Task statement:
From the records below, find each line with the string "Caddesi" and copy it.

Record set:
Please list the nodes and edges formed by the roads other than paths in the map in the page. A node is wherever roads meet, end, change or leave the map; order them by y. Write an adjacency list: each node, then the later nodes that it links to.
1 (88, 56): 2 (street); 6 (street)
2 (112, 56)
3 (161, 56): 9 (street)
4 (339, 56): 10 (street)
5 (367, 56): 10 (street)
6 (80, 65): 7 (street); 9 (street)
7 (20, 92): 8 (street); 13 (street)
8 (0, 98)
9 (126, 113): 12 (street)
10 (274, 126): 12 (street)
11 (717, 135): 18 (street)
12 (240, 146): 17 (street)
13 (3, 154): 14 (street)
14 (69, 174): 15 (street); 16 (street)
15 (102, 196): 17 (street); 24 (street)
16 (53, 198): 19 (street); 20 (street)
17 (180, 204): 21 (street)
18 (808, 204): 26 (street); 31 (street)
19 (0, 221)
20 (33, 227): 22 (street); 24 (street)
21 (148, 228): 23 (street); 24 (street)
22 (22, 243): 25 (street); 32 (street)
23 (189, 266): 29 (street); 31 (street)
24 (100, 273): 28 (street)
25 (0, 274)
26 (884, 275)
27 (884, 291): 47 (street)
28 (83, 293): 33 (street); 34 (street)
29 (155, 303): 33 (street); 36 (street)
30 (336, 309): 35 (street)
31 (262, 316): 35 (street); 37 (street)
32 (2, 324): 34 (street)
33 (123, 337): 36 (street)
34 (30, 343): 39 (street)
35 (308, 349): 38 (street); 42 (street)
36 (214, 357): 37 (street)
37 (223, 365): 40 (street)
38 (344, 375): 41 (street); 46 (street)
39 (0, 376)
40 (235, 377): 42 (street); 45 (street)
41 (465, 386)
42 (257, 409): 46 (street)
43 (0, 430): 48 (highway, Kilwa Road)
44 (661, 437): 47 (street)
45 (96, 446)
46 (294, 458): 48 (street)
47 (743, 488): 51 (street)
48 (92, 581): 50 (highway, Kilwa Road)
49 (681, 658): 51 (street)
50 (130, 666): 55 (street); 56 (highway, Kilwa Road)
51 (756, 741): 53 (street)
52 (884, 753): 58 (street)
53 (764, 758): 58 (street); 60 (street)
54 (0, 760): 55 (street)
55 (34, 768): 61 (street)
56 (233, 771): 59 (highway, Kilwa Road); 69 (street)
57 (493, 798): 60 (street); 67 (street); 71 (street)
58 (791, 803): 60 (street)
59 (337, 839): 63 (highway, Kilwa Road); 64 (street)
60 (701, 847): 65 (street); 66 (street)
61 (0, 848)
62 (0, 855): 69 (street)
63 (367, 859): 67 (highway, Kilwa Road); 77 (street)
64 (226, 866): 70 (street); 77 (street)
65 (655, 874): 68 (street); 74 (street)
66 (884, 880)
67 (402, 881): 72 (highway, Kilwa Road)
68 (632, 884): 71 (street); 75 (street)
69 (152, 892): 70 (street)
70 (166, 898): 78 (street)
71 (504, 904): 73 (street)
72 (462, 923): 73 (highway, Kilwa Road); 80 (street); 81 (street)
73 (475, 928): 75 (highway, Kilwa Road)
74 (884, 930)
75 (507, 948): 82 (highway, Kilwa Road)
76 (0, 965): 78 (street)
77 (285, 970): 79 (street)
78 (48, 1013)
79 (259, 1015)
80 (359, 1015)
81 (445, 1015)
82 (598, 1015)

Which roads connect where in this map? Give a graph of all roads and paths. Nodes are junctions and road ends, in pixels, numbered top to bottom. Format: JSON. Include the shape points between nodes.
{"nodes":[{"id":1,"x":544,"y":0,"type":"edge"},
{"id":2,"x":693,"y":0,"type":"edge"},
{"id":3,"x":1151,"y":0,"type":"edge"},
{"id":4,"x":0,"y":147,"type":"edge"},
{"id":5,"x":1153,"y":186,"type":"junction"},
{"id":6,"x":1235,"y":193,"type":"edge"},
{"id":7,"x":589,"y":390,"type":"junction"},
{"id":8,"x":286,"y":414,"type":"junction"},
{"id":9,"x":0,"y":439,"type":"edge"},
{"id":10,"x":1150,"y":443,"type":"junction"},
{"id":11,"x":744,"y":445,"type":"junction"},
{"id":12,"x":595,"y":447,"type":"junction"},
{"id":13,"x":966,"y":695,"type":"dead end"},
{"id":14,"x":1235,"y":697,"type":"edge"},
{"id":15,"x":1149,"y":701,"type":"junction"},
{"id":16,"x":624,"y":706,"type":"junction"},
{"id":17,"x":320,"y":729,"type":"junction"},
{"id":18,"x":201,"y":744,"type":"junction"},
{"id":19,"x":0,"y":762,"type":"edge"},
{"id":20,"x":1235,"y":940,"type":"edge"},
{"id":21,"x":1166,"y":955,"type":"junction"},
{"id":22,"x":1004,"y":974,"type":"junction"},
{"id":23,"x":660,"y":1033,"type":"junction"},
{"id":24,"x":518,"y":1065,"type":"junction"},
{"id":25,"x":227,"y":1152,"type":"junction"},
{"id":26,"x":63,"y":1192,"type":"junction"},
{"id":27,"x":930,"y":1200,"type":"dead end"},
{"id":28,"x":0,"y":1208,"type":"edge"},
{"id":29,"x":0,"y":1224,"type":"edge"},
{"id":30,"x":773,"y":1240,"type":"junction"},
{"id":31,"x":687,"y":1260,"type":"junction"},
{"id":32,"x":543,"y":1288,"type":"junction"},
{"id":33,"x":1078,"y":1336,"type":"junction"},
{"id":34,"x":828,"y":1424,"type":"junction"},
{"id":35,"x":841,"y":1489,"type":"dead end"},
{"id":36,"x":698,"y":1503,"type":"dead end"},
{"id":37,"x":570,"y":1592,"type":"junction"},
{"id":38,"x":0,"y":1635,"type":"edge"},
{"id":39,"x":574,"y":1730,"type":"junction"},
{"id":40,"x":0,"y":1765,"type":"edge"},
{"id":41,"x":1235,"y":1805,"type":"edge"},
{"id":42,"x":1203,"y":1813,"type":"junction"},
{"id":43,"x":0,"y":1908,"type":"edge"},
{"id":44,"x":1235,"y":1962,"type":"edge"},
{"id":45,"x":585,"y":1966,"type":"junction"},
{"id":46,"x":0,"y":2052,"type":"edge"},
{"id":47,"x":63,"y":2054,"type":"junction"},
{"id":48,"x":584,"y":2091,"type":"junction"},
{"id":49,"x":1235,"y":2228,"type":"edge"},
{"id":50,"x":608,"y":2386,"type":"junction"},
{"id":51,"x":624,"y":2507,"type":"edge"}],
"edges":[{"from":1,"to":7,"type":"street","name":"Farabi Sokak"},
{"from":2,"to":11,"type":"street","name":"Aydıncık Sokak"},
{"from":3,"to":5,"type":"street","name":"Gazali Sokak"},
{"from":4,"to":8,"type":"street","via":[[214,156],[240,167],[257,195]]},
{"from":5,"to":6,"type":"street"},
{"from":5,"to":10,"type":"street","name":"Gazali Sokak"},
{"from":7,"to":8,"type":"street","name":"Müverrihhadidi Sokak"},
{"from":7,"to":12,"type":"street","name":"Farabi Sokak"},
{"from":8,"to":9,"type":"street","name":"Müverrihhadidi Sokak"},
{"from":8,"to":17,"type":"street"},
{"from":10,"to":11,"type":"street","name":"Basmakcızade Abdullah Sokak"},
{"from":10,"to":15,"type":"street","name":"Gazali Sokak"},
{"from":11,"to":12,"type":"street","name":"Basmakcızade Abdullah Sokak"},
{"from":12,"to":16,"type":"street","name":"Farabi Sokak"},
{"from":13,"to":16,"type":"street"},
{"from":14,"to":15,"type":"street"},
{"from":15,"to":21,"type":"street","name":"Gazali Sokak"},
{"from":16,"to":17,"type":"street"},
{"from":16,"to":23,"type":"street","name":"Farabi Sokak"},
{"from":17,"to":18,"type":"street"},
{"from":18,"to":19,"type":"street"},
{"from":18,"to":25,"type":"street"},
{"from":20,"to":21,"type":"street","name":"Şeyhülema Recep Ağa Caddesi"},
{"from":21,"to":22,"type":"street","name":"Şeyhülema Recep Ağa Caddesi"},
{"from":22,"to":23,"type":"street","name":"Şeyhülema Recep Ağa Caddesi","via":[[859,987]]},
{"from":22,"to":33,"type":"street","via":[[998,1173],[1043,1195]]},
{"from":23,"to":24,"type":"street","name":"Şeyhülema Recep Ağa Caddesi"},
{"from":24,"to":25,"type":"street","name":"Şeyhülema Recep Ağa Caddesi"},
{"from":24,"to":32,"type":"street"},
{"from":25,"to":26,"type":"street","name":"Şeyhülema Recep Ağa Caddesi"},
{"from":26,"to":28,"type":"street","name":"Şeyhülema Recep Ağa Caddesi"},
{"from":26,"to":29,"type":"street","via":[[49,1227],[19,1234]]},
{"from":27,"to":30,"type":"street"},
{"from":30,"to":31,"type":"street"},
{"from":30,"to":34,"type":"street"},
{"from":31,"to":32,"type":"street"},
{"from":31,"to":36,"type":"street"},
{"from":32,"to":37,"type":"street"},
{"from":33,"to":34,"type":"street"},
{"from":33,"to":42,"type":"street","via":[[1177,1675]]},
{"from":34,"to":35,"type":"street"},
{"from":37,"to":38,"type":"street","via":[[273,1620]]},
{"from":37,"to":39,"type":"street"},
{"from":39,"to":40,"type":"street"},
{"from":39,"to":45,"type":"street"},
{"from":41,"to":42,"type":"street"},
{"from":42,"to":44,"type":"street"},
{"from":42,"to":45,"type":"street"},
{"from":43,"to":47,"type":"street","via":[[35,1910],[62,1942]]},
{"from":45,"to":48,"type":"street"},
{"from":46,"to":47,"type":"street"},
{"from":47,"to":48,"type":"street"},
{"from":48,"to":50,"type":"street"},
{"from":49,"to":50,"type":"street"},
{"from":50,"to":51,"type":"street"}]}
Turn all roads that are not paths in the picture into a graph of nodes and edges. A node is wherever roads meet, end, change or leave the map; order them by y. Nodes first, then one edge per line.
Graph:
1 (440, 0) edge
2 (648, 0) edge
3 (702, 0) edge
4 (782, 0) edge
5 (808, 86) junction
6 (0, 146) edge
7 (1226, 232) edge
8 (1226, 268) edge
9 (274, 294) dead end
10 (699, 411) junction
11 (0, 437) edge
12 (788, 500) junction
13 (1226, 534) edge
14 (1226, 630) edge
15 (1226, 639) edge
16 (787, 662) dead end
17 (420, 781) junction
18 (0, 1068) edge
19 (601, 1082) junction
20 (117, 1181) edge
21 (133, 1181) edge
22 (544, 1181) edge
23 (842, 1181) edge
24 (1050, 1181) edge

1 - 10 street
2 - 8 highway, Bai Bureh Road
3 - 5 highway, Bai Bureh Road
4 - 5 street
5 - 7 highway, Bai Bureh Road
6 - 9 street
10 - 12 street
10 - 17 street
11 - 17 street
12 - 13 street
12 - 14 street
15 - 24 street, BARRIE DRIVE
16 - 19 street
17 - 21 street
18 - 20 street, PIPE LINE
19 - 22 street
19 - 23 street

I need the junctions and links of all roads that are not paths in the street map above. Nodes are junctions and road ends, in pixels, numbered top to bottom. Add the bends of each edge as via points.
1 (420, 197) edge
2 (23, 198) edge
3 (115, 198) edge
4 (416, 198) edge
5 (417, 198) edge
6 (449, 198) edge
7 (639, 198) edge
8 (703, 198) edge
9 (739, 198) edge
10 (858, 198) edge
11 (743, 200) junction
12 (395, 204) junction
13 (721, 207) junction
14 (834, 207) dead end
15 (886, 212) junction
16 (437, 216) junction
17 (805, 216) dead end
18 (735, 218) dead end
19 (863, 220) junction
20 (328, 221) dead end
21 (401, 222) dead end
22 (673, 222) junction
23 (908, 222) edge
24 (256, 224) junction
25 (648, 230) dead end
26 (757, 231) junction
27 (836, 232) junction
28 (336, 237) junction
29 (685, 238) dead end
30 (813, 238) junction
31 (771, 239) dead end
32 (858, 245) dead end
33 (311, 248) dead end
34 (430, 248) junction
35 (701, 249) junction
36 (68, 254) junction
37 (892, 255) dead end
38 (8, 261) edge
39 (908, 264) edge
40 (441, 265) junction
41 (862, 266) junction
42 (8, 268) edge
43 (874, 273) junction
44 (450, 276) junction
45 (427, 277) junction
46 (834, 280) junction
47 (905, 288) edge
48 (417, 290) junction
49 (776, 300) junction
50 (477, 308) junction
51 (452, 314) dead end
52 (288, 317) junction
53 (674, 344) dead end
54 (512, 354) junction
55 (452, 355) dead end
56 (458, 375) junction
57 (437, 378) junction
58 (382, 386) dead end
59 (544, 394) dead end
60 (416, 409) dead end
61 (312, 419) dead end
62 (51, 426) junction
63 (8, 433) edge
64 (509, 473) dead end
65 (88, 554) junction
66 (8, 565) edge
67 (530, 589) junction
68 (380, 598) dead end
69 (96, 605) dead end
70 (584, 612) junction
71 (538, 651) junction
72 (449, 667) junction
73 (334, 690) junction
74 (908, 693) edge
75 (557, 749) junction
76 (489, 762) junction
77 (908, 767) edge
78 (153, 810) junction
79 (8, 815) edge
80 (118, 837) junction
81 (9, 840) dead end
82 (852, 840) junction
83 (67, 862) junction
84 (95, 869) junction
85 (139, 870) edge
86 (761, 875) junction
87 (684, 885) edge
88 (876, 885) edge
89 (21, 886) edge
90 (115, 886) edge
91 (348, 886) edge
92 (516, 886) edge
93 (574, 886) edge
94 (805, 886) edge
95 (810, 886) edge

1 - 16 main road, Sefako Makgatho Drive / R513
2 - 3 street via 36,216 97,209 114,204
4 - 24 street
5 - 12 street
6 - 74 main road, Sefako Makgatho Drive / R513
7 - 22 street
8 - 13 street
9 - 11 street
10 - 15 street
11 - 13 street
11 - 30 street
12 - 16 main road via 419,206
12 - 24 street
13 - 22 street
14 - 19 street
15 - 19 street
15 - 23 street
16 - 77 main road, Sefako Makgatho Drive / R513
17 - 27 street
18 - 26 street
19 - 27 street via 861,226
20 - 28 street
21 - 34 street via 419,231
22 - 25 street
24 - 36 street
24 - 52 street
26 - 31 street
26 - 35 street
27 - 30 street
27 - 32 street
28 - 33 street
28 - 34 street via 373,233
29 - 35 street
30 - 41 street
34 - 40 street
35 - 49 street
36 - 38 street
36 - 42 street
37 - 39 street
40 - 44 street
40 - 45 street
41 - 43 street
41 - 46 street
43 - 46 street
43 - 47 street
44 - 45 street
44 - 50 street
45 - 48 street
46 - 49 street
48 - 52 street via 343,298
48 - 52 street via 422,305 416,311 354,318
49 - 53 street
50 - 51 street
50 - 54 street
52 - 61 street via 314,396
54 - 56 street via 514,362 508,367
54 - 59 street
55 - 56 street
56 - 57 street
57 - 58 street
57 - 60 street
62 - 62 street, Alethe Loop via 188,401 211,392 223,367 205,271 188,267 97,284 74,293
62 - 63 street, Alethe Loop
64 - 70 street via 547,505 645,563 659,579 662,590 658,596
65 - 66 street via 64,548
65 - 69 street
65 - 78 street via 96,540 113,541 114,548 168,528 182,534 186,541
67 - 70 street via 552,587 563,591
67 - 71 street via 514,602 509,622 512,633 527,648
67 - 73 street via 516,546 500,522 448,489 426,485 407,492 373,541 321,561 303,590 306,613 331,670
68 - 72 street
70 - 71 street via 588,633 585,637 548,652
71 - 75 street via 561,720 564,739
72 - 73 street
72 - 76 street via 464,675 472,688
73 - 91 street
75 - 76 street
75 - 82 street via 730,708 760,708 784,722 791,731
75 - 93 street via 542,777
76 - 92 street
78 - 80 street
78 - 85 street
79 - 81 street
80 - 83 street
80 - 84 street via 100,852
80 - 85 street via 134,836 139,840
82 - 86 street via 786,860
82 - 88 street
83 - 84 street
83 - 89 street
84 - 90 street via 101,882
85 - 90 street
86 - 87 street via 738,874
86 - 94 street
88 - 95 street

Solution to the problem:
{"from":20,"to":21,"type":"street","name":"Şeyhülema Recep Ağa Caddesi"},
{"from":21,"to":22,"type":"street","name":"Şeyhülema Recep Ağa Caddesi"},
{"from":22,"to":23,"type":"street","name":"Şeyhülema Recep Ağa Caddesi","via":[[859,987]]},
{"from":23,"to":24,"type":"street","name":"Şeyhülema Recep Ağa Caddesi"},
{"from":24,"to":25,"type":"street","name":"Şeyhülema Recep Ağa Caddesi"},
{"from":25,"to":26,"type":"street","name":"Şeyhülema Recep Ağa Caddesi"},
{"from":26,"to":28,"type":"street","name":"Şeyhülema Recep Ağa Caddesi"},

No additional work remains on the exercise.